• _What the task requires_
Reproduce the entries in full. Exclude all images from the copy.

• _Dataset entries_

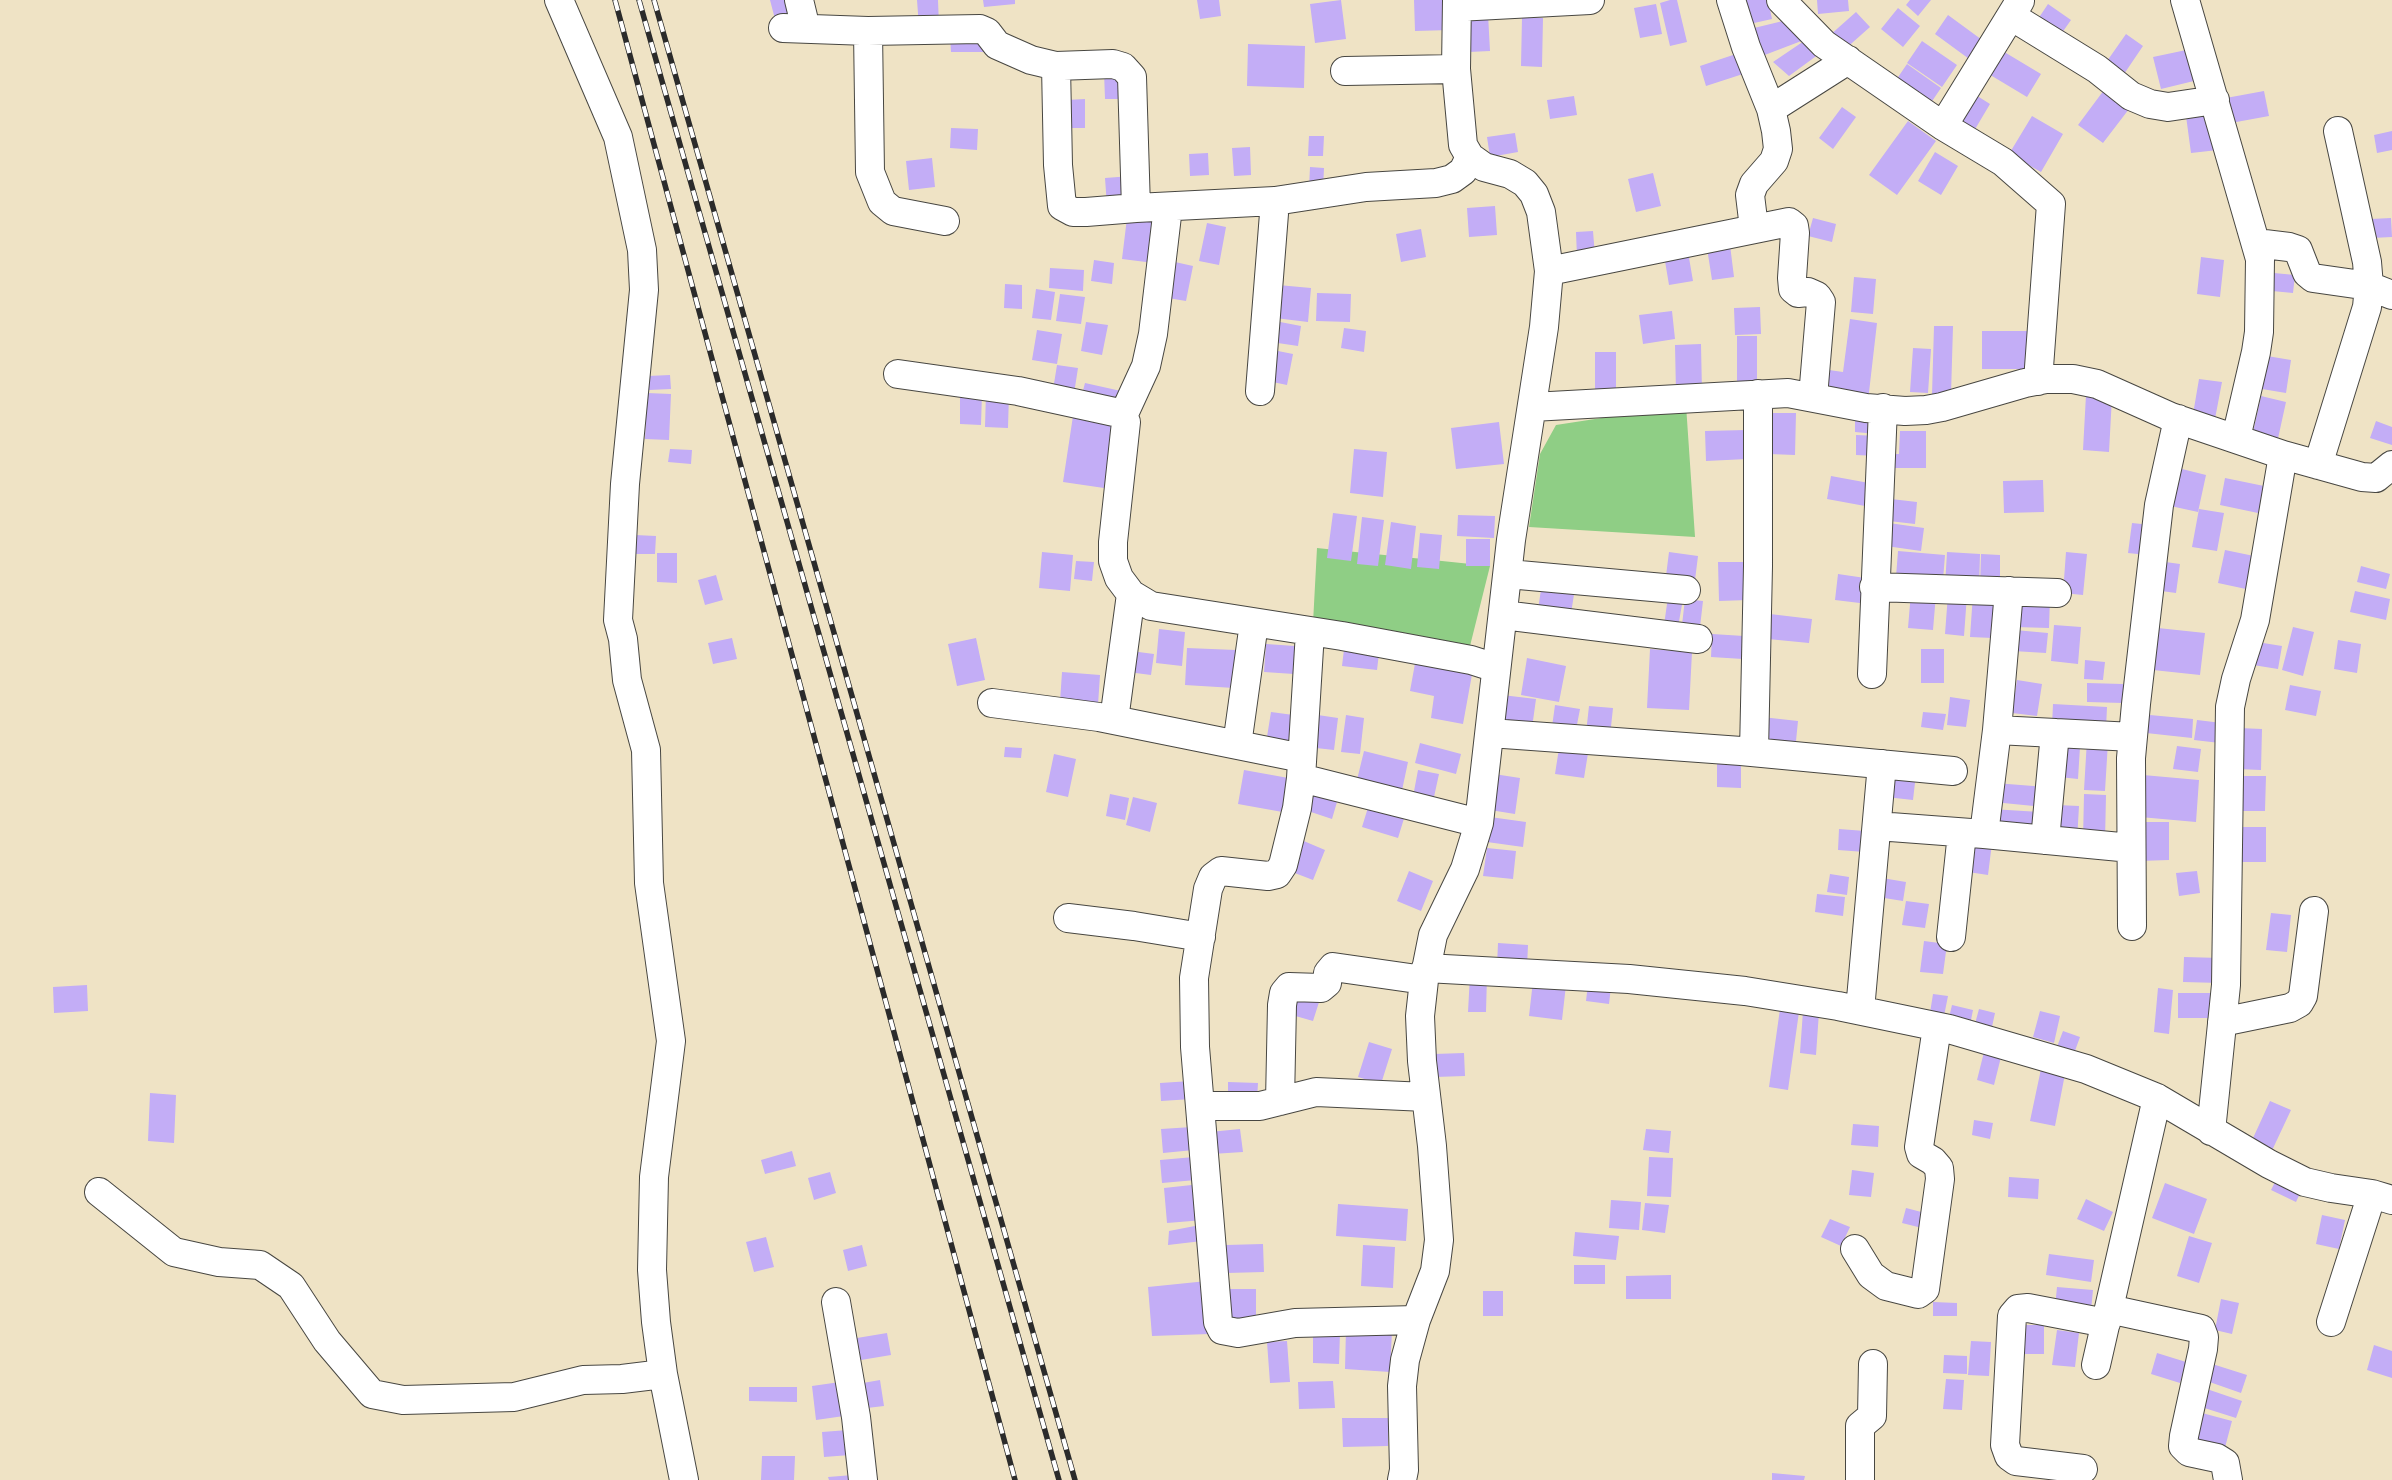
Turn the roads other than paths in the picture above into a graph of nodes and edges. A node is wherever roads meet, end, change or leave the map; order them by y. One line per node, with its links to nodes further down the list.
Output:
1 (559, 0): 91 (street)
2 (799, 0): 9 (street)
3 (1590, 0): 7 (street)
4 (1731, 0): 15 (street)
5 (1781, 0): 10 (street)
6 (2184, 0): 14 (street)
7 (1457, 4): 12 (street)
8 (2016, 8): 14 (street); 16 (street)
9 (868, 31): 11 (street); 22 (street)
10 (1848, 60): 15 (street); 16 (street)
11 (1056, 66): 21 (street); 21 (street)
12 (1456, 69): 13 (street); 18 (street)
13 (1345, 72)
14 (2215, 100): 24 (street)
15 (1771, 109): 23 (street)
16 (1943, 126): 28 (street)
17 (2338, 131): 26 (street)
18 (1470, 157): 19 (street); 25 (street)
19 (1275, 202): 20 (street); 29 (street)
20 (1168, 207): 21 (street); 35 (street)
21 (1136, 208)
22 (945, 221)
23 (1754, 228): 25 (street); 31 (street)
24 (2256, 243): 26 (street); 36 (street)
25 (1549, 271): 32 (street)
26 (2381, 291): 38 (street)
27 (898, 374): 35 (street)
28 (2038, 381): 33 (street); 34 (street)
29 (1260, 391)
30 (1758, 394): 31 (street); 32 (street); 59 (street)
31 (1812, 397): 33 (street)
32 (1532, 407): 40 (street)
33 (1883, 408): 41 (street)
34 (2166, 415): 36 (street); 57 (street)
35 (1123, 416): 45 (street)
36 (2236, 438): 37 (street)
37 (2283, 456): 38 (street); 75 (street)
38 (2318, 465): 39 (street)
39 (2386, 475)
40 (1508, 574): 42 (street); 46 (street)
41 (1874, 587): 43 (street); 51 (street)
42 (1686, 590)
43 (2009, 591): 44 (street); 54 (street)
44 (2057, 593)
45 (1131, 594): 47 (street); 53 (street)
46 (1502, 615): 49 (street); 50 (street)
47 (1254, 623): 48 (street); 58 (street)
48 (1310, 632): 50 (street); 61 (street)
49 (1698, 639)
50 (1496, 668): 55 (street)
51 (1872, 674)
52 (992, 703): 53 (street)
53 (1114, 720): 58 (street)
54 (1997, 730): 56 (street); 65 (street)
55 (1490, 733): 59 (street); 63 (street)
56 (2055, 733): 57 (street); 66 (street)
57 (2133, 737): 67 (street)
58 (1237, 745): 61 (street)
59 (1754, 752): 60 (street)
60 (1882, 764): 62 (street); 64 (street)
61 (1302, 768): 63 (street); 71 (street)
62 (1953, 771)
63 (1479, 823): 73 (street)
64 (1877, 826): 65 (street); 74 (street)
65 (1973, 833): 66 (street); 72 (street)
66 (2045, 840): 67 (street)
67 (2131, 848): 70 (street)
68 (2314, 911): 75 (street)
69 (1068, 918): 71 (street)
70 (2132, 926)
71 (1201, 937): 80 (street)
72 (1951, 937)
73 (1425, 974): 74 (street); 77 (street); 79 (street)
74 (1860, 1010): 76 (street)
75 (2222, 1022): 81 (street)
76 (1937, 1026): 78 (street); 84 (street)
77 (1426, 1097): 79 (street); 87 (street)
78 (2157, 1098): 81 (street); 86 (street)
79 (1280, 1101): 80 (street)
80 (1201, 1106): 87 (street)
81 (2212, 1131): 83 (street)
82 (99, 1192): 91 (street)
83 (2382, 1197): 88 (street)
84 (1855, 1249)
85 (836, 1302): 94 (street)
86 (2108, 1316): 90 (street); 92 (street); 97 (street)
87 (1416, 1320): 95 (street)
88 (2331, 1322)
89 (1873, 1364): 96 (street)
90 (2096, 1365)
91 (663, 1374): 93 (street)
92 (2083, 1469)
93 (684, 1480)
94 (863, 1480)
95 (1402, 1480)
96 (1860, 1480)
97 (2228, 1480)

• _Result_
Turn the roads other than paths in the picture above into a graph of nodes and edges. A node is wherever roads meet, end, change or leave the map; order them by y. One line per node, with its links to nodes further down the list.
Output:
1 (559, 0): 91 (street)
2 (799, 0): 9 (street)
3 (1590, 0): 7 (street)
4 (1731, 0): 15 (street)
5 (1781, 0): 10 (street)
6 (2184, 0): 14 (street)
7 (1457, 4): 12 (street)
8 (2016, 8): 14 (street); 16 (street)
9 (868, 31): 11 (street); 22 (street)
10 (1848, 60): 15 (street); 16 (street)
11 (1056, 66): 21 (street); 21 (street)
12 (1456, 69): 13 (street); 18 (street)
13 (1345, 72)
14 (2215, 100): 24 (street)
15 (1771, 109): 23 (street)
16 (1943, 126): 28 (street)
17 (2338, 131): 26 (street)
18 (1470, 157): 19 (street); 25 (street)
19 (1275, 202): 20 (street); 29 (street)
20 (1168, 207): 21 (street); 35 (street)
21 (1136, 208)
22 (945, 221)
23 (1754, 228): 25 (street); 31 (street)
24 (2256, 243): 26 (street); 36 (street)
25 (1549, 271): 32 (street)
26 (2381, 291): 38 (street)
27 (898, 374): 35 (street)
28 (2038, 381): 33 (street); 34 (street)
29 (1260, 391)
30 (1758, 394): 31 (street); 32 (street); 59 (street)
31 (1812, 397): 33 (street)
32 (1532, 407): 40 (street)
33 (1883, 408): 41 (street)
34 (2166, 415): 36 (street); 57 (street)
35 (1123, 416): 45 (street)
36 (2236, 438): 37 (street)
37 (2283, 456): 38 (street); 75 (street)
38 (2318, 465): 39 (street)
39 (2386, 475)
40 (1508, 574): 42 (street); 46 (street)
41 (1874, 587): 43 (street); 51 (street)
42 (1686, 590)
43 (2009, 591): 44 (street); 54 (street)
44 (2057, 593)
45 (1131, 594): 47 (street); 53 (street)
46 (1502, 615): 49 (street); 50 (street)
47 (1254, 623): 48 (street); 58 (street)
48 (1310, 632): 50 (street); 61 (street)
49 (1698, 639)
50 (1496, 668): 55 (street)
51 (1872, 674)
52 (992, 703): 53 (street)
53 (1114, 720): 58 (street)
54 (1997, 730): 56 (street); 65 (street)
55 (1490, 733): 59 (street); 63 (street)
56 (2055, 733): 57 (street); 66 (street)
57 (2133, 737): 67 (street)
58 (1237, 745): 61 (street)
59 (1754, 752): 60 (street)
60 (1882, 764): 62 (street); 64 (street)
61 (1302, 768): 63 (street); 71 (street)
62 (1953, 771)
63 (1479, 823): 73 (street)
64 (1877, 826): 65 (street); 74 (street)
65 (1973, 833): 66 (street); 72 (street)
66 (2045, 840): 67 (street)
67 (2131, 848): 70 (street)
68 (2314, 911): 75 (street)
69 (1068, 918): 71 (street)
70 (2132, 926)
71 (1201, 937): 80 (street)
72 (1951, 937)
73 (1425, 974): 74 (street); 77 (street); 79 (street)
74 (1860, 1010): 76 (street)
75 (2222, 1022): 81 (street)
76 (1937, 1026): 78 (street); 84 (street)
77 (1426, 1097): 79 (street); 87 (street)
78 (2157, 1098): 81 (street); 86 (street)
79 (1280, 1101): 80 (street)
80 (1201, 1106): 87 (street)
81 (2212, 1131): 83 (street)
82 (99, 1192): 91 (street)
83 (2382, 1197): 88 (street)
84 (1855, 1249)
85 (836, 1302): 94 (street)
86 (2108, 1316): 90 (street); 92 (street); 97 (street)
87 (1416, 1320): 95 (street)
88 (2331, 1322)
89 (1873, 1364): 96 (street)
90 (2096, 1365)
91 (663, 1374): 93 (street)
92 (2083, 1469)
93 (684, 1480)
94 (863, 1480)
95 (1402, 1480)
96 (1860, 1480)
97 (2228, 1480)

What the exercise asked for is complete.